1.       John Hooker                                                                        1587

 


The first printed maps of the city appeared towards the end of the 16th century. Exeter was in the extremely fortunate situation of having an antiquarian and historian as its first Chamberlain and one who was also both surveyor and draftsman. John Hooker (c1527-1601) was the son of Robert Hooker or Robert Vowell, Mayor of Exeter in 1529. The Vowell family, prominent Exeter citizens for a number of generations, obtained the name Hooker in the 15th century but used the name Vowell regularly. John’s parents died when he was ten and he was brought up by Doctor Moreman, vicar of Menhinit in Cornwall. He went to Oxford to study civil law, and then travelled and studied under leading protestant figures in Germany, France, Italy and Spain. He returned to France but, because of the wars there, returned to Exeter where he subsequently married and pursued his interests in history and antiquities. In 1549 he was in Exeter at the time of the siege during the Prayer Book Rebellion and in 1555 the magistrates of the city elected him to be their first Chamberlain. He was engaged by Sir Peter Carew as legal advisor over property disputes in Ireland and Hooker became a member of both the English and the Irish parliaments.

In the following years he commissioned a number of his own works from London publishers which were often intended as New Year gifts. He wrote many histories among which was a Catalogue of the Bishops of Exeter and an Historical Record of the Province of Devon and finally his Antique Description and Account of the City of Exeter, which was not printed until 1765 by Andrew Price of Exeter. As an influential member of the Exeter society it is highly likely that John Hooker would have met Christopher Saxton when he was surveying Devon for his county map published in 1575 (B&B 1), and it is probably no coincidence that the Flemish engraver Remigius Hogenberg engraved both the county and the city maps. This map was commissioned in London by Hooker, possibly inspired by Hogenberg’s 1559 map of London. 

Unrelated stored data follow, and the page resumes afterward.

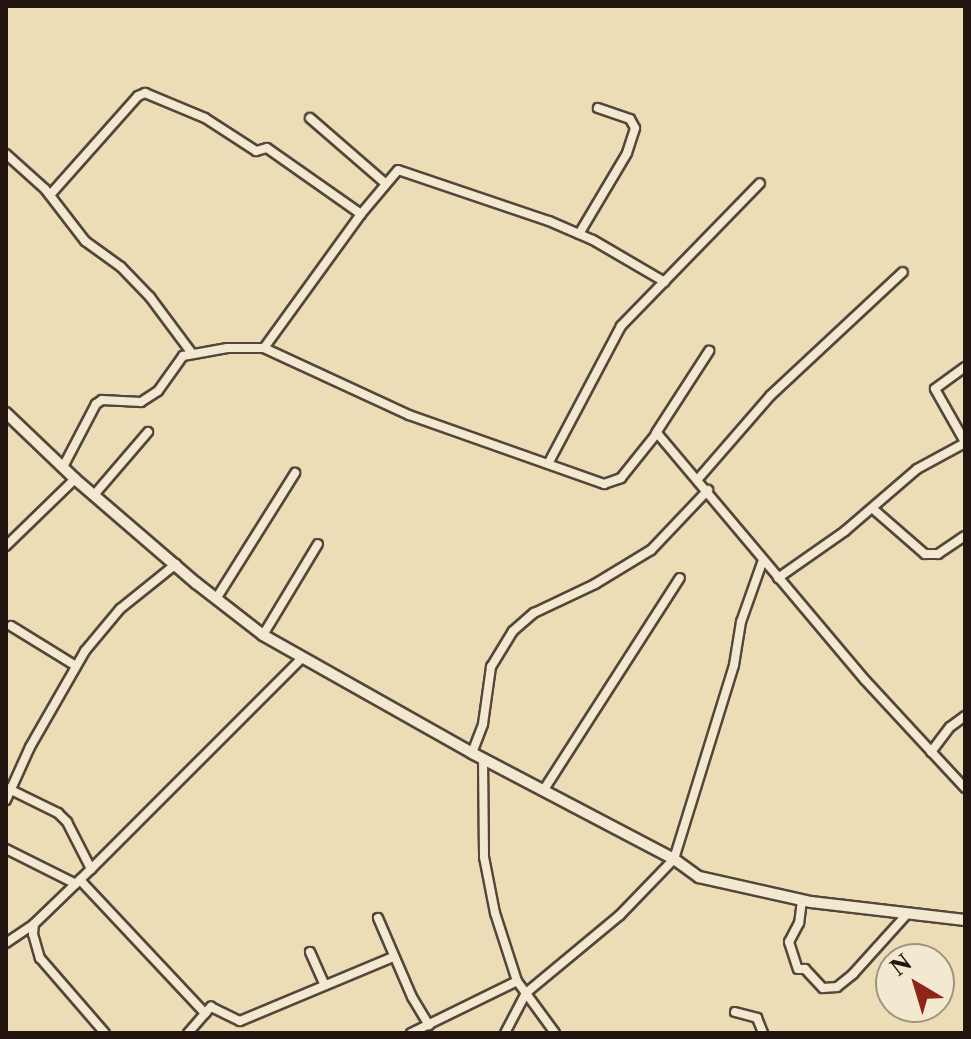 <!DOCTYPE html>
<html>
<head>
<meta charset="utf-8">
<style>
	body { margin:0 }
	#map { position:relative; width:971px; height:1039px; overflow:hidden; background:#ecddb7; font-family:"Libre Caslon Text",serif }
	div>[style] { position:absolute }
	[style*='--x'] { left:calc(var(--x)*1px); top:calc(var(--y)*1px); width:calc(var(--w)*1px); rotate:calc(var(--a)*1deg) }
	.roads { filter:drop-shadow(2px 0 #54473a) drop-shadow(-2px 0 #54473a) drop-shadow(0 2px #54473a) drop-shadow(0 -2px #54473a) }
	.minor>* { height:8px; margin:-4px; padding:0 4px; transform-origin:4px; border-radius:4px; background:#f3e9d0 }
	.tertiary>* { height:10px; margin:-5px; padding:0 5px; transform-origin:5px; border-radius:5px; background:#f3e9d0 }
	span { translate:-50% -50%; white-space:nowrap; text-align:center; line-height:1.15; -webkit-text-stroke:6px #f3e9d0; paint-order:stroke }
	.frame { position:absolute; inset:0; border:8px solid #221510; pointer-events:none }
	.north { position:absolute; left:875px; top:943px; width:80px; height:80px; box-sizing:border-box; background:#f3e9d0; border:2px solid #9f9483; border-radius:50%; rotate:322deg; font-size:22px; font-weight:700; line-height:32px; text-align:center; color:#221510 }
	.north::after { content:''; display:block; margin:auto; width:28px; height:36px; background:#8f2418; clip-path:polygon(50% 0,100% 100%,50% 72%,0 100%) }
</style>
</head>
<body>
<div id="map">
	<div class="roads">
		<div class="minor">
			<div style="--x:310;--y:118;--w:99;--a:40.9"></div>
			<div style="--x:6;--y:154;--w:52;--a:41.9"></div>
			<div style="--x:45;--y:189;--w:66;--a:52.4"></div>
			<div style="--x:85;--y:241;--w:44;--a:35.8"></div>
			<div style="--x:121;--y:267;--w:42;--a:46"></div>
			<div style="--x:150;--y:297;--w:69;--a:53.3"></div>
			<div style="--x:50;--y:195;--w:132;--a:-48.4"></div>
			<div style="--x:138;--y:96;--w:8;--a:-23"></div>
			<div style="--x:145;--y:93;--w:65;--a:22.6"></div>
			<div style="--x:205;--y:118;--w:61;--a:32.9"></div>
			<div style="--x:256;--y:151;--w:11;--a:-15"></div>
			<div style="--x:267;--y:148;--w:115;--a:35.1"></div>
			<div style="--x:579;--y:234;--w:94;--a:-59.3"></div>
			<div style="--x:627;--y:153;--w:26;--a:-72"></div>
			<div style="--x:635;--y:128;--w:10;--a:-119"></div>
			<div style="--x:630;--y:119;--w:34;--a:-161"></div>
			<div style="--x:264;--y:348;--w:165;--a:-54.1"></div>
			<div style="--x:361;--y:214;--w:57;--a:-49.9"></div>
			<div style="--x:398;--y:170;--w:159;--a:18.7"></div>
			<div style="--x:549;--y:221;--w:48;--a:23.4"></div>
			<div style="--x:593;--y:240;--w:83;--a:30.3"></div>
			<div style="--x:965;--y:367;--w:37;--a:144"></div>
			<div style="--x:935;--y:389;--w:61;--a:60.5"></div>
			<div style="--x:656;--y:433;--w:98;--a:-57.1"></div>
			<div style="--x:548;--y:464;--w:156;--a:-62.1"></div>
			<div style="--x:621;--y:326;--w:199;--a:-45.8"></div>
			<div style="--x:63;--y:467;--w:71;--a:-62.4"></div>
			<div style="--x:96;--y:404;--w:7;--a:-34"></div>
			<div style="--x:102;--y:400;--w:39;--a:3"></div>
			<div style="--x:141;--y:402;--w:20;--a:-33"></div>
			<div style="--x:158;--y:391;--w:43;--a:-54.5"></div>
			<div style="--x:183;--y:356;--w:45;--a:-10.3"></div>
			<div style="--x:227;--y:348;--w:37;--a:0"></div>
			<div style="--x:264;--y:348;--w:160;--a:24.8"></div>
			<div style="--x:409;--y:415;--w:207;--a:19.5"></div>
			<div style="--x:604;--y:484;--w:18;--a:-19"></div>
			<div style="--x:621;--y:478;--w:58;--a:-51.3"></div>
			<div style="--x:657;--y:433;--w:323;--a:49.9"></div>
			<div style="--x:865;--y:680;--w:147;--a:47.2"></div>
			<div style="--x:698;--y:479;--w:111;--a:-49"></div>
			<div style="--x:771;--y:395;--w:180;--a:-43"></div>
			<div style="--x:94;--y:495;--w:83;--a:-49.4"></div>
			<div style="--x:872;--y:508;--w:70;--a:41"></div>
			<div style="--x:925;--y:554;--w:13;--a:0"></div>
			<div style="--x:938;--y:554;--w:32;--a:-34"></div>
			<div style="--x:6;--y:546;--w:96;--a:-44.2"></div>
			<div style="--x:778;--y:578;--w:82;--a:-35"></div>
			<div style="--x:845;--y:531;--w:95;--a:-40.7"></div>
			<div style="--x:917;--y:469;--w:55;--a:-28.4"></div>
			<div style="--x:216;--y:599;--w:149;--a:-57.9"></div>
			<div style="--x:11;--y:626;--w:76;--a:31.6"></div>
			<div style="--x:263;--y:635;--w:106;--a:-58.9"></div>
			<div style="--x:931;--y:752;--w:31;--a:-53"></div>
			<div style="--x:950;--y:727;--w:19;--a:-36"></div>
			<div style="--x:472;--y:753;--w:31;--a:-69"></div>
			<div style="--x:483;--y:724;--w:58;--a:-82"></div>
			<div style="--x:491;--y:667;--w:42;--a:-58.6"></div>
			<div style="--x:513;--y:631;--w:28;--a:-41"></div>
			<div style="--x:534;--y:613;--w:68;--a:-25.4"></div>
			<div style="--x:595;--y:584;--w:66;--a:-31.3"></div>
			<div style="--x:651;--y:550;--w:83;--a:-46.5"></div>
			<div style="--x:483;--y:759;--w:98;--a:89.4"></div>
			<div style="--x:484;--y:857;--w:57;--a:78.9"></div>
			<div style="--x:495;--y:913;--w:71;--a:72.1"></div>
			<div style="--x:517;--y:981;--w:64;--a:53.8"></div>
			<div style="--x:7;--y:788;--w:57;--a:26.1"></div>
			<div style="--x:58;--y:813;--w:13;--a:45"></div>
			<div style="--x:67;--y:822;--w:53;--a:62.9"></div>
			<div style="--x:543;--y:791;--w:253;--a:-57.3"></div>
			<div style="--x:6;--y:800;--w:58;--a:-65.6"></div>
			<div style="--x:30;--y:747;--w:111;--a:-60.2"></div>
			<div style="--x:85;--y:651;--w:55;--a:-50.2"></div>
			<div style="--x:120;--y:609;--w:72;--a:-38.8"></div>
			<div style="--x:6;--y:849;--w:78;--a:26.6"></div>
			<div style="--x:80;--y:880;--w:183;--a:46.8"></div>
			<div style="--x:802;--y:900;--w:23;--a:97"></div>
			<div style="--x:799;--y:923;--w:21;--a:118"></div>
			<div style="--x:789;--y:942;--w:28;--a:72"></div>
			<div style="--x:798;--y:969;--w:7;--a:0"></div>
			<div style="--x:805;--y:969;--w:26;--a:47"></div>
			<div style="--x:823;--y:988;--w:14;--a:-4"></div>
			<div style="--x:837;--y:987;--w:21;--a:-39"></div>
			<div style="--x:853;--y:974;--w:81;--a:-48"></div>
			<div style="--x:378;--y:918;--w:86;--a:66.7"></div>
			<div style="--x:412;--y:997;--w:33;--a:59"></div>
			<div style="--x:34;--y:924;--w:10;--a:96"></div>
			<div style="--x:33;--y:934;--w:25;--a:74"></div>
			<div style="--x:40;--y:958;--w:99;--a:49.1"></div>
			<div style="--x:6;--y:943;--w:34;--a:-34"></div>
			<div style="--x:34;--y:924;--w:79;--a:-44"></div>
			<div style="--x:91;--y:869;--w:298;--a:-45"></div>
			<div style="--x:310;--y:952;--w:36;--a:66"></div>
			<div style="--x:735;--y:1012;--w:23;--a:15"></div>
			<div style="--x:757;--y:1018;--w:16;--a:68"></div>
			<div style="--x:188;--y:1033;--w:35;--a:-49"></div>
			<div style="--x:211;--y:1007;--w:32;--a:26"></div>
			<div style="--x:240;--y:1021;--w:166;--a:-22.7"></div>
			<div style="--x:411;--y:1033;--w:118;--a:-26.1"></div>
			<div style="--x:505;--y:1033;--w:45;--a:-62.3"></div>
			<div style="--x:526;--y:993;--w:122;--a:-39.7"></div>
			<div style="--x:620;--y:915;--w:78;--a:-46"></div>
			<div style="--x:674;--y:859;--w:203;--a:-72.8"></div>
			<div style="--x:734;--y:665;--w:44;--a:-80.8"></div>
			<div style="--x:741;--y:622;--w:66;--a:-70.5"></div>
		</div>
		<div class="tertiary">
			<div style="--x:6;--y:413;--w:95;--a:43.7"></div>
			<div style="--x:75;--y:479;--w:160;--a:40.7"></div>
			<div style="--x:196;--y:583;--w:85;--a:37.8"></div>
			<div style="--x:263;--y:635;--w:240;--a:29.4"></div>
			<div style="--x:472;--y:753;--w:228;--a:27.7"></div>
			<div style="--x:674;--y:859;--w:31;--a:36"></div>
			<div style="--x:699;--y:877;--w:115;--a:12.6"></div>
			<div style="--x:811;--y:902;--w:155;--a:6.7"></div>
		</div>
	</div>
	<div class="frame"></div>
	<div class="north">N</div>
</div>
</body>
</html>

Title: Isca Damnoniorum: britanice Kaier penhuelgorte: Saxonice Monketon: Latine Exonia: Anglice Excancestre vel Excestre at nunc vulgo Exeter: Urbs peratiqua, et Emporium celeberrimum.

Size: 350 x 525 mm. There is a scale bar but no scale is entered.

Signature: Opera et impensis Joannis Hokeri generosi ac huius Civitatis quaestoris, hanc tabella sculpsit Remigius Hogenbergius Anno Dei 1587. 

The plan is a bird’s eye view, looking north-east, with the river flowing left to right. This view, much copied by the early map-makers, brings with it considerable fore-shortening and to a plan much inaccuracy. The names of the principal streets, churches and buildings are given with boats and fishermen on the river and a crane (marked Crane Seller) on the Key. Racks for drying the wool can be seen to the southwest of the city at Snail’s Tower with just a single line at Shilhay.

The title is in a plain rectangle at the top with the Royal Arms and the City Arms (granted in 1567). Just above the empty scale bar is a pair of dividers and, in the left corner, Hooker’s own arms and his motto Post Mortem Vita. As described here only a single copy is known, bought by the British Library in 1897 for 16 guineas, but there are a number of later states extant as well as copies (see Appendix A). In the third state (illustrated) the road from Larkbeare to St. Leonard’s and Radford Place takes a distinctive right bend.

Further manuscript maps drawn by Hooker were printed and published in the late nineteenth century (see 59 and 60).